Items from a dataset:
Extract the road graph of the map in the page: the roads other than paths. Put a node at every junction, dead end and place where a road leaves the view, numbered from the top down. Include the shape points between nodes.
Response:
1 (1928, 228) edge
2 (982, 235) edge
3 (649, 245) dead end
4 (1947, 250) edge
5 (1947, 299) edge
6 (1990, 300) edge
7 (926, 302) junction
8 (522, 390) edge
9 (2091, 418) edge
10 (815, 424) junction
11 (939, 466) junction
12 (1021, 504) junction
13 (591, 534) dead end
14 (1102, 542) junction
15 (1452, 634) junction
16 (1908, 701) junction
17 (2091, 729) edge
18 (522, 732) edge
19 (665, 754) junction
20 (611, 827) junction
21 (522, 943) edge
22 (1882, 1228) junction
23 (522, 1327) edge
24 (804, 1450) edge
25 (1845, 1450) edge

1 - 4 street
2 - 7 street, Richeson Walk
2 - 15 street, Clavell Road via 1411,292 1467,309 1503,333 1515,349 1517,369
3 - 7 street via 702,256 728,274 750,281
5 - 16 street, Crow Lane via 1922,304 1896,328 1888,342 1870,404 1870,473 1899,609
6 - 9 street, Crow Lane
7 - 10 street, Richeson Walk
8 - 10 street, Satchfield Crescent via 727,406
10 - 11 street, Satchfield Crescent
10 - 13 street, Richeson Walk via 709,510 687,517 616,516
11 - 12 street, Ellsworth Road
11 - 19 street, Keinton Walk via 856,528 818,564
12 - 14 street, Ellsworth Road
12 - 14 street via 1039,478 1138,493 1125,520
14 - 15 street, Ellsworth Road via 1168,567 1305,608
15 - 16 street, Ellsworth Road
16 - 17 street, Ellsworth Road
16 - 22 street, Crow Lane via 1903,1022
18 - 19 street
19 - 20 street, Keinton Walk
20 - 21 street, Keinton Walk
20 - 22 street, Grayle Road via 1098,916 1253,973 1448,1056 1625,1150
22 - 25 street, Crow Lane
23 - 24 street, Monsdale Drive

Work task:
Exactly reproduce every line of the data above.

Response box:
Extract the road graph of the map in the page: the roads other than paths. Put a node at every junction, dead end and place where a road leaves the view, numbered from the top down. Include the shape points between nodes.
Response:
1 (1928, 228) edge
2 (982, 235) edge
3 (649, 245) dead end
4 (1947, 250) edge
5 (1947, 299) edge
6 (1990, 300) edge
7 (926, 302) junction
8 (522, 390) edge
9 (2091, 418) edge
10 (815, 424) junction
11 (939, 466) junction
12 (1021, 504) junction
13 (591, 534) dead end
14 (1102, 542) junction
15 (1452, 634) junction
16 (1908, 701) junction
17 (2091, 729) edge
18 (522, 732) edge
19 (665, 754) junction
20 (611, 827) junction
21 (522, 943) edge
22 (1882, 1228) junction
23 (522, 1327) edge
24 (804, 1450) edge
25 (1845, 1450) edge

1 - 4 street
2 - 7 street, Richeson Walk
2 - 15 street, Clavell Road via 1411,292 1467,309 1503,333 1515,349 1517,369
3 - 7 street via 702,256 728,274 750,281
5 - 16 street, Crow Lane via 1922,304 1896,328 1888,342 1870,404 1870,473 1899,609
6 - 9 street, Crow Lane
7 - 10 street, Richeson Walk
8 - 10 street, Satchfield Crescent via 727,406
10 - 11 street, Satchfield Crescent
10 - 13 street, Richeson Walk via 709,510 687,517 616,516
11 - 12 street, Ellsworth Road
11 - 19 street, Keinton Walk via 856,528 818,564
12 - 14 street, Ellsworth Road
12 - 14 street via 1039,478 1138,493 1125,520
14 - 15 street, Ellsworth Road via 1168,567 1305,608
15 - 16 street, Ellsworth Road
16 - 17 street, Ellsworth Road
16 - 22 street, Crow Lane via 1903,1022
18 - 19 street
19 - 20 street, Keinton Walk
20 - 21 street, Keinton Walk
20 - 22 street, Grayle Road via 1098,916 1253,973 1448,1056 1625,1150
22 - 25 street, Crow Lane
23 - 24 street, Monsdale Drive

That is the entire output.